The Star of the East
After their marriage in 1908, Edward B. McLean and his bride Evalyn travelled to Europe for their honeymoon. Each had received $100,000 from their respective fathers as a wedding present. Among the countries they visited was Turkey where Evalyn McLean expressed a wish to see the treasures of the jewelry-loving Sultan of the Ottoman Empire, Abd al-Hamid II. When the American ambassador heard of her wish he told her: "He may tap you for his harem," to which she replied: "The way they tap a boy for some society at Yale? Is that the way he gets them?"
When the couple reached Paris Mrs. McLean was able to buy the wedding present which her father had told her to get. Pierre Cartier showed her the Star of the East, a fine 94.80-carat pear-shaped diamond, mounted on a chain below a hexagonal emerald of 34 carats and a pearl of 32 grains, which may have belonged to the Sultan Abd al-Hamid. "Ned," she said to her husband, "its got me. I'll never get away from the spell of this." Her husband - who was unimpressed by jewels - replied "A shock may break the spell. Suppose you ask the price of this magnificence." But Evalyn refused to listen to him and purchased the Star of the East for $120,000, in the process using up some of his wedding gift money. Mrs.
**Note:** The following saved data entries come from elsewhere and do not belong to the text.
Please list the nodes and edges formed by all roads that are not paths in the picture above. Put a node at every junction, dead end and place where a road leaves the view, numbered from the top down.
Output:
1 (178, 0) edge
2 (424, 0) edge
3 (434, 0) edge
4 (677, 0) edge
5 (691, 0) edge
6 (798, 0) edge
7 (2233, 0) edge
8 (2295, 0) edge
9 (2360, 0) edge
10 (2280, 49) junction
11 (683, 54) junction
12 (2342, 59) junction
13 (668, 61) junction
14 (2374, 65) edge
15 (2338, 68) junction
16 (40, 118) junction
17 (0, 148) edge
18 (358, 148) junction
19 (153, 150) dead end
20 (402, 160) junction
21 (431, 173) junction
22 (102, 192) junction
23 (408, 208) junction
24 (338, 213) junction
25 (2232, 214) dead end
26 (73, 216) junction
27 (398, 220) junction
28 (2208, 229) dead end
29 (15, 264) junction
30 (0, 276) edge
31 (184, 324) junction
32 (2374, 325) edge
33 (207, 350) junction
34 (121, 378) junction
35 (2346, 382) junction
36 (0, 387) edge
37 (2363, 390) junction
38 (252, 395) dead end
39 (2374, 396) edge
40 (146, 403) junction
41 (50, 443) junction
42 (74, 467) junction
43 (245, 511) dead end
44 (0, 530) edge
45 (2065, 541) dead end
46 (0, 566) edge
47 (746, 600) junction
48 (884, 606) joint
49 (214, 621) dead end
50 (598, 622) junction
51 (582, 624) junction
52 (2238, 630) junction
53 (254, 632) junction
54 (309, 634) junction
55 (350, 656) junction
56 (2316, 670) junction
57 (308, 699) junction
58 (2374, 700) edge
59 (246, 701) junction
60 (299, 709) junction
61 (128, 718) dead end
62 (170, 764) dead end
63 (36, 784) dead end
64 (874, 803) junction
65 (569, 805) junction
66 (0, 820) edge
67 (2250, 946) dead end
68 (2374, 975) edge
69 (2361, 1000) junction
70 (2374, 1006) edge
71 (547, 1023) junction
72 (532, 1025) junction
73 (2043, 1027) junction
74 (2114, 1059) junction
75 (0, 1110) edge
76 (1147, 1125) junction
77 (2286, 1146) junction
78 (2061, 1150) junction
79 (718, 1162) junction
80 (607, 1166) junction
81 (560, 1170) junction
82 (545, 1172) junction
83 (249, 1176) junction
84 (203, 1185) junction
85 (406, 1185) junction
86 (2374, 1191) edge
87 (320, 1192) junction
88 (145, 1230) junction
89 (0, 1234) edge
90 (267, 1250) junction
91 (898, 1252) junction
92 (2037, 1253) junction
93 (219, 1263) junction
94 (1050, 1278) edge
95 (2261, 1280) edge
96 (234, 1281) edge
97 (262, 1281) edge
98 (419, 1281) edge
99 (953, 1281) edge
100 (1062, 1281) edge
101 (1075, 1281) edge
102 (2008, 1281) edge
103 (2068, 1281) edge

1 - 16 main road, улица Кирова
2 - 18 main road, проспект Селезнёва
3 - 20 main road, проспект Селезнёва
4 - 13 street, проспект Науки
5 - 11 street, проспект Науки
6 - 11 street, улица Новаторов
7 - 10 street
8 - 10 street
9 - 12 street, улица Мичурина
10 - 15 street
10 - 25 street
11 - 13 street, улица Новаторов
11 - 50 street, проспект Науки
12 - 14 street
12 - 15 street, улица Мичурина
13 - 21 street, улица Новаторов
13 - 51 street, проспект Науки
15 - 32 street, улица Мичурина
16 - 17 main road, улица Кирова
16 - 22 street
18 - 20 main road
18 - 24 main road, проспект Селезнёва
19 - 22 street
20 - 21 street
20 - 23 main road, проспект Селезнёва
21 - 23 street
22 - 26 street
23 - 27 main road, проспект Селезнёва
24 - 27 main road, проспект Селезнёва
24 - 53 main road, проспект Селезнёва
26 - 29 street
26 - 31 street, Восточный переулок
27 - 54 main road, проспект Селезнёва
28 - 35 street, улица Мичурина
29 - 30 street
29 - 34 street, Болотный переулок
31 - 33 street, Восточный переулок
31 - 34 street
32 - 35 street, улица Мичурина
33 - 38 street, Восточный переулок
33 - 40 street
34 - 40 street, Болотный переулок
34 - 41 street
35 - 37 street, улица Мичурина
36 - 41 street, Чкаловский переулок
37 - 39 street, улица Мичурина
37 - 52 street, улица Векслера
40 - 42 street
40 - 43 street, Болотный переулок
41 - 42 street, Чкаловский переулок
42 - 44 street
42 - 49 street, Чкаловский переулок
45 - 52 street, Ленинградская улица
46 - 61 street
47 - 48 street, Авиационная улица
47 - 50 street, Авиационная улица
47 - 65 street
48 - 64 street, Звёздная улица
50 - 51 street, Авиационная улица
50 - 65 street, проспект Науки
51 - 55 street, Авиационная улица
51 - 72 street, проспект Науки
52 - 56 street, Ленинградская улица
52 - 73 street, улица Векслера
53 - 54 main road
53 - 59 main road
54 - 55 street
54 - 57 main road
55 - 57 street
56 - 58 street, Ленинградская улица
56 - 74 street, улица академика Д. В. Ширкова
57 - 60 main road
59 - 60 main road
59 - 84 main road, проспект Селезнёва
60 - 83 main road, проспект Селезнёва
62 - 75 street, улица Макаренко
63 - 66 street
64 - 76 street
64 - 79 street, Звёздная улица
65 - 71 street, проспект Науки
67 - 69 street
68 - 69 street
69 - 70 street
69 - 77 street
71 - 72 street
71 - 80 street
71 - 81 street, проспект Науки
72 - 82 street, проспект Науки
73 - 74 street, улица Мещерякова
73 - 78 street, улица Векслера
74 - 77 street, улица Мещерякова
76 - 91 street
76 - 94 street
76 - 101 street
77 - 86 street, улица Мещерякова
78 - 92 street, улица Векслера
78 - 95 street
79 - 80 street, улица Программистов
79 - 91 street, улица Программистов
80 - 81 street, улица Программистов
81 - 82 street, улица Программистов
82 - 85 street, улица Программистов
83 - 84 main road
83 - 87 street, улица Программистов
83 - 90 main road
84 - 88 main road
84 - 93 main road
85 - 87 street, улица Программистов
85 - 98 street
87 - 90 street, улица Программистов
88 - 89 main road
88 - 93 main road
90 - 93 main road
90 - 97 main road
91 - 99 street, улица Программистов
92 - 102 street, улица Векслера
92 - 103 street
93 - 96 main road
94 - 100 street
McLean pointed out the diamond's merits as an investment and that she could tell her own father that it represented a double gift to cover both her wedding and Christmas presents.
On her return home the following exchange between Thomas Walsh and his daughter Evalyn took place:
Thomas: "Did you buy a wedding present?"
Thomas: "Did you pay the duty?"
Evalyn: "No, I smuggled it."
Thomas: "You take the cake."
Later Thomas Walsh said: "Don't worry. I'll send my lawyer down tomorrow and let him declare the trinket. Hell, I'm glad to buy it for Evalyn. There won't be a bit of trouble. I'll send the word to the Customs that she is not all there."
The Star of the East remained in Evalyn Walsh McLean's ownership for 40 years or so. On one occasion she was photographed wearing the diamond as an aigrette with what appeared to be a feather from some exotic bird in a diamond bandeau. The Hope lay somewhat lower lower as a pendant to a pearl necklace. After her death, Harry Winston bought both diamonds and in 1951 he sold the Star of the East and a fancy colored oval cut diamond to King Farouk of Egypt. By the time of the King's overthrow in 1952, Mr. Winston had still not received payment for the two gems, but three years later an Egyptian government legal board entrusted with the disposal of the former royal assets, ruled in his favor. Nevertheless, several years of litigation were needed before he was able to reclaim the Star of the East from a safe-deposit box in Switzerland.
In 1969 Harry Winston sold the Star of the East, the new owner asking him to remount the gem as a pendant to a V-shaped diamond necklace to which two flawless matching pear shapes could be attahced. The Star of the East was displayed at the Metropolitan Museum of Art, New York, in 1978, at a reception marking the 50th anniversary of Harry Winston Inc. Six years later the diamond came back into the ownership of Harry Winston Inc. Its present whereabouts are unknown.
Sometime after the V-shaped necklace was assembled with a pair of matching pear-shaped diamonds, apparently a pair of matching pear-shaped emerald attachments were also made. They are each surrounded by white diamonds and are visible in the top photo.